- [Records for this exercise]
[Start of section]
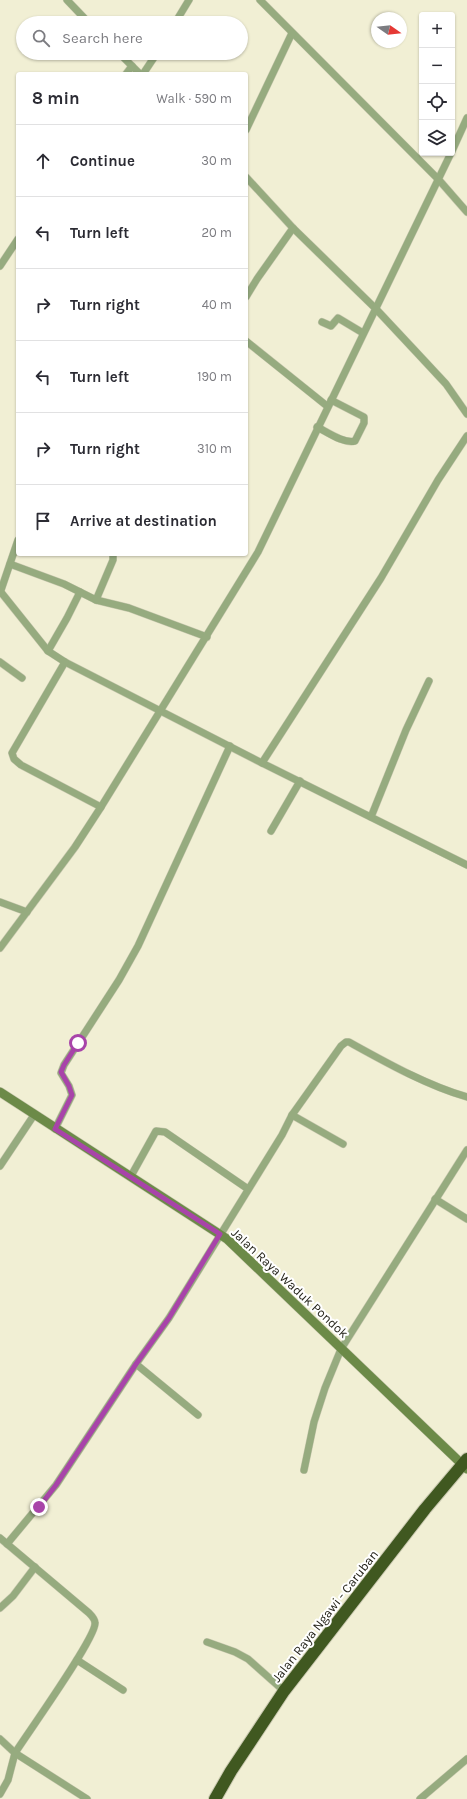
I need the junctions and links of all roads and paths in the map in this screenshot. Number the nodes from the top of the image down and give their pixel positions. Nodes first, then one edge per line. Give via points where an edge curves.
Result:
[End of section]
[Start of section]
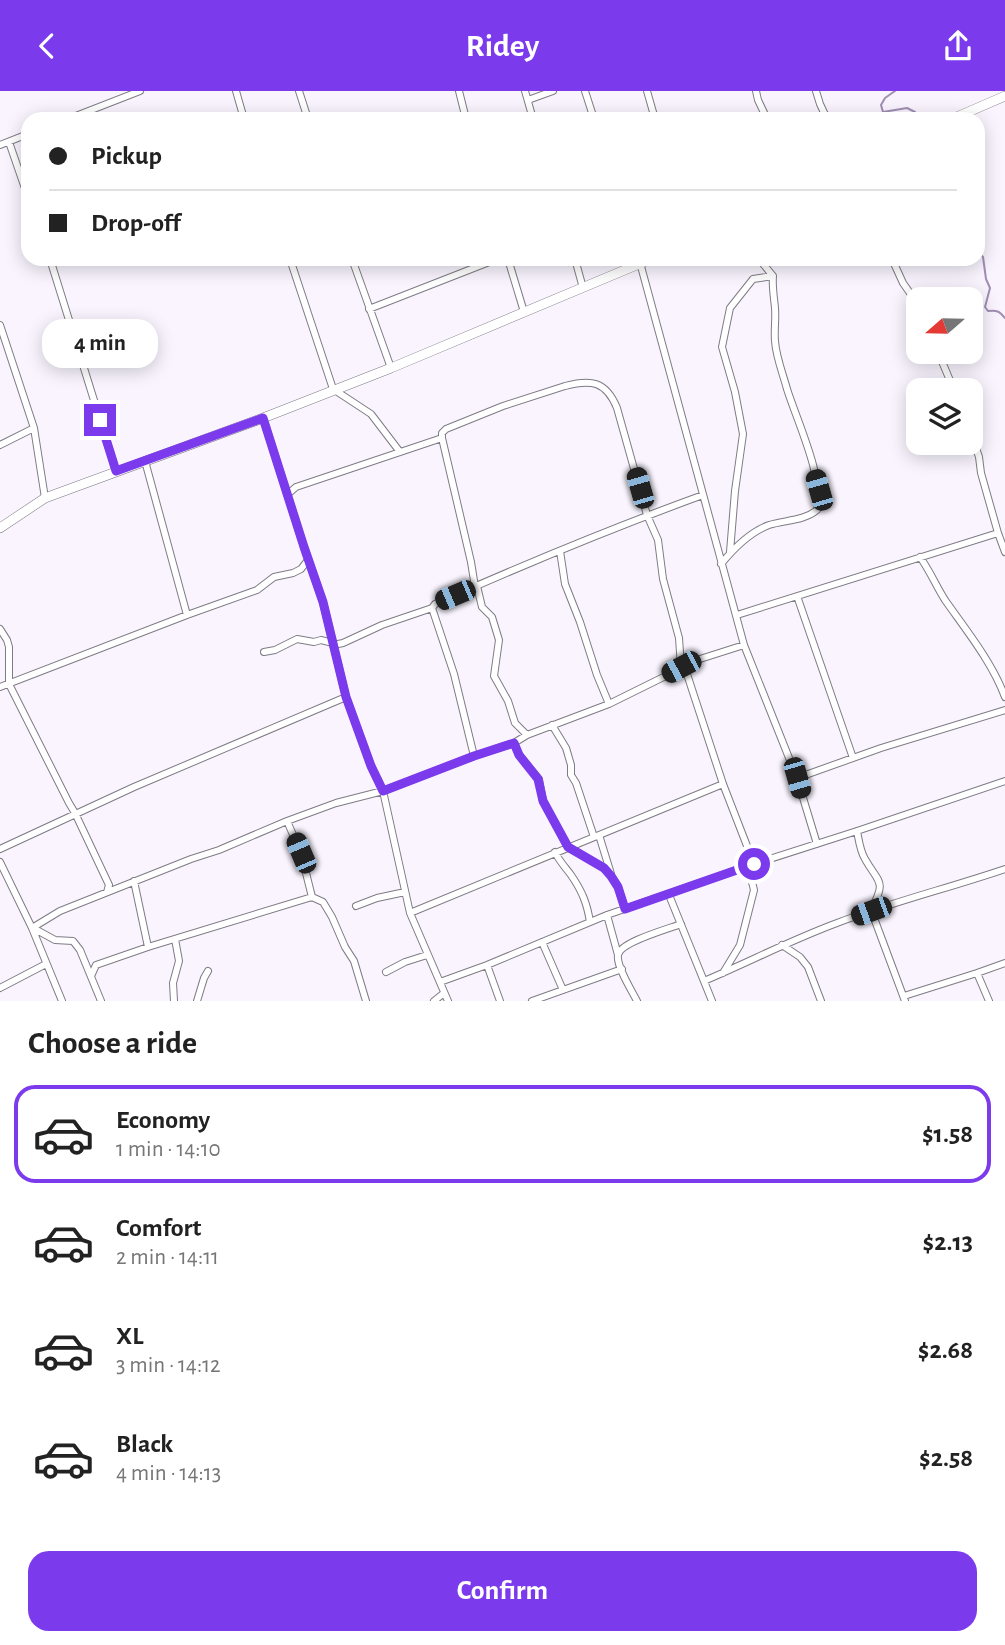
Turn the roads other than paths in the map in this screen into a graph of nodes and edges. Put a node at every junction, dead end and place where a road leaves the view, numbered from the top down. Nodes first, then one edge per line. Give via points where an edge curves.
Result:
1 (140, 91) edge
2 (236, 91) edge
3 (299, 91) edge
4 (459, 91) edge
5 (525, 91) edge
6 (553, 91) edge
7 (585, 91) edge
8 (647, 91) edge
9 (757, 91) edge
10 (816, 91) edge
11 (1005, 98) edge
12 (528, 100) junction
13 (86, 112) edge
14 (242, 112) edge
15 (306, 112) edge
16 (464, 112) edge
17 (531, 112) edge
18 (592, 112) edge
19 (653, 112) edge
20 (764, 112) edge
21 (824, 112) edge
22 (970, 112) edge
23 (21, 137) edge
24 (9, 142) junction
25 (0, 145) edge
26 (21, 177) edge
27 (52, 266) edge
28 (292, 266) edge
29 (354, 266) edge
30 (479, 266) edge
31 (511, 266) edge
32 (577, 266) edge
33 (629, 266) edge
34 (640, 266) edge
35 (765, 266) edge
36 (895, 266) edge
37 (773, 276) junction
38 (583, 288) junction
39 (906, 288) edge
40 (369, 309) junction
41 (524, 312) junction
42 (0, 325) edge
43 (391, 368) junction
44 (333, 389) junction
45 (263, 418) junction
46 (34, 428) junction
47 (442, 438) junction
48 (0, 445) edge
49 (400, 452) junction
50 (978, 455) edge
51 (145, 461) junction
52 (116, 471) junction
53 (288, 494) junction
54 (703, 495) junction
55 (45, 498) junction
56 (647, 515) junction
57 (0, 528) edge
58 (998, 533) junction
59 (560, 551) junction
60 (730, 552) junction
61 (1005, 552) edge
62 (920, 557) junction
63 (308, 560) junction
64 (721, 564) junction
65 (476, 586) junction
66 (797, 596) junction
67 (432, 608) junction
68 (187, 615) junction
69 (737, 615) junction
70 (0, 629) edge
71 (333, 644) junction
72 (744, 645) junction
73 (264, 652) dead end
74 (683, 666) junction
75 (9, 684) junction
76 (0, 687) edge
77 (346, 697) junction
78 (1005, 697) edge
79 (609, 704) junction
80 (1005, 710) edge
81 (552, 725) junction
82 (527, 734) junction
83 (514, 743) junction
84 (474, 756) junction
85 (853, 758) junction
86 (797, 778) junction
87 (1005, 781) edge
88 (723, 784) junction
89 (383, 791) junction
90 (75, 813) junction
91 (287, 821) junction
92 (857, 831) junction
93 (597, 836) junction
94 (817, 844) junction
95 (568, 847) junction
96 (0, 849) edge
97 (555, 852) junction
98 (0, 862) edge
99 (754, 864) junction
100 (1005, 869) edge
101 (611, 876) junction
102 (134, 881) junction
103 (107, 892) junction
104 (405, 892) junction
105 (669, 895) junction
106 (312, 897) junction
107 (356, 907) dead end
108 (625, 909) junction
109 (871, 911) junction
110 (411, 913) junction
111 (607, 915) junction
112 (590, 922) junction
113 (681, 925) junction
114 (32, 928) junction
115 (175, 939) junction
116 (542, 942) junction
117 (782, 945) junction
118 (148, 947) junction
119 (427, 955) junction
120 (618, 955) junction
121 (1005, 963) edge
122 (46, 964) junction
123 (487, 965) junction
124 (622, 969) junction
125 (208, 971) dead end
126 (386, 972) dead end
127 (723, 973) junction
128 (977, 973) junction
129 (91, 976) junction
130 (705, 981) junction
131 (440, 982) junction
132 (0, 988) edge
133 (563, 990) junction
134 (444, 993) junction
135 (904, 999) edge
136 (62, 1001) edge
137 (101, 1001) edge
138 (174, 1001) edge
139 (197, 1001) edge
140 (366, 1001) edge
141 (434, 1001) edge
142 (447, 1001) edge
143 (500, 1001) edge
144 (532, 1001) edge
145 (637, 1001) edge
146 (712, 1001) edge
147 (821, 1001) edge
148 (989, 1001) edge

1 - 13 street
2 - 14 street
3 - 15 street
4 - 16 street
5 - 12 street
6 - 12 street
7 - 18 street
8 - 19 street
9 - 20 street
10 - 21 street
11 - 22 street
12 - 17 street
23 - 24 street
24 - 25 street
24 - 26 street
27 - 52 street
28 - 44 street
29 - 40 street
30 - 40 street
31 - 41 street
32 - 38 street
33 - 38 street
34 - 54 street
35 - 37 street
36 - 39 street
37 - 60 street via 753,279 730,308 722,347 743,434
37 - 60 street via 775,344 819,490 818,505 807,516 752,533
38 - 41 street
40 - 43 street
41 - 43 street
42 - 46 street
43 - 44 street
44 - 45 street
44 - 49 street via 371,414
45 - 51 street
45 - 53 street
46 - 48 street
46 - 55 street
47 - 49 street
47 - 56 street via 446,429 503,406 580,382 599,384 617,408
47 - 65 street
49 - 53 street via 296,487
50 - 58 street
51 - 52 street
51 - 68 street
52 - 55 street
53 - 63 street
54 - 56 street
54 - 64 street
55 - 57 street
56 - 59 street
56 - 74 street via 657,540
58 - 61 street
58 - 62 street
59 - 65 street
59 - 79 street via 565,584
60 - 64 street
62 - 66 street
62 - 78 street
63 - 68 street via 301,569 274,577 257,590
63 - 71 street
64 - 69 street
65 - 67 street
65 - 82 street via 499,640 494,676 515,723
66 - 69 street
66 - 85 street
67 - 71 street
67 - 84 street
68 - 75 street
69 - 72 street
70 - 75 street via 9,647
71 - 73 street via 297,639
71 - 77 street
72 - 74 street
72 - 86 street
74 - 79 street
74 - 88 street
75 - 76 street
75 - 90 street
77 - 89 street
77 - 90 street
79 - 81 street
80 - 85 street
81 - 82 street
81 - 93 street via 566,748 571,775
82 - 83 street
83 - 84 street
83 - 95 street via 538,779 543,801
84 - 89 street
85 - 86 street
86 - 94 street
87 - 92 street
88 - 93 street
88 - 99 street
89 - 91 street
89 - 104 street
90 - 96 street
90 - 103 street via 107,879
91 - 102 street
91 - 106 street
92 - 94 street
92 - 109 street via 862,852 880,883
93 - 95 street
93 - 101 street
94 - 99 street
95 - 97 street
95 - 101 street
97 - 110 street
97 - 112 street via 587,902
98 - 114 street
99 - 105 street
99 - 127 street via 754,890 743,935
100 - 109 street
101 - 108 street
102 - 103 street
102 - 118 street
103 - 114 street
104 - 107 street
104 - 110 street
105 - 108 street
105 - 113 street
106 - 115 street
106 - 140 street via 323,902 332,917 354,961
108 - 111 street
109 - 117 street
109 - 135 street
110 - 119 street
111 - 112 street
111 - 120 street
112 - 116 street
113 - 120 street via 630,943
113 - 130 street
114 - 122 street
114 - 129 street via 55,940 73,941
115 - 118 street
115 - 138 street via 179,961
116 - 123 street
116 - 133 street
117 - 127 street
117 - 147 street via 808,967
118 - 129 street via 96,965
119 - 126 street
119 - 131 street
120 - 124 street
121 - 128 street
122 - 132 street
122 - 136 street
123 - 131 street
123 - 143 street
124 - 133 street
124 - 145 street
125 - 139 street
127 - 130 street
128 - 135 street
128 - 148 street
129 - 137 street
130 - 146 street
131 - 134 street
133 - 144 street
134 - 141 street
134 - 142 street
[End of section]
[Start of section]
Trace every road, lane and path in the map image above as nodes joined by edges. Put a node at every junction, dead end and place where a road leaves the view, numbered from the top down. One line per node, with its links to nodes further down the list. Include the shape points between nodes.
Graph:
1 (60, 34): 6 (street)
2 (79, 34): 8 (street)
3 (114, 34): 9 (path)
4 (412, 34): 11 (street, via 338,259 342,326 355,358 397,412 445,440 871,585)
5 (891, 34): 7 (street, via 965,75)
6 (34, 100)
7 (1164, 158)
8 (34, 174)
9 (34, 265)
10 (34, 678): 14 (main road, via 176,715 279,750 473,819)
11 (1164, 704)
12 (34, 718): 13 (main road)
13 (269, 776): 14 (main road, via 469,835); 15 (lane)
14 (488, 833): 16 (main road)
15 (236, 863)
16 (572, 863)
[End of section]
Looking at the entries above, state how many lines contain "roads"; give the number alone.

2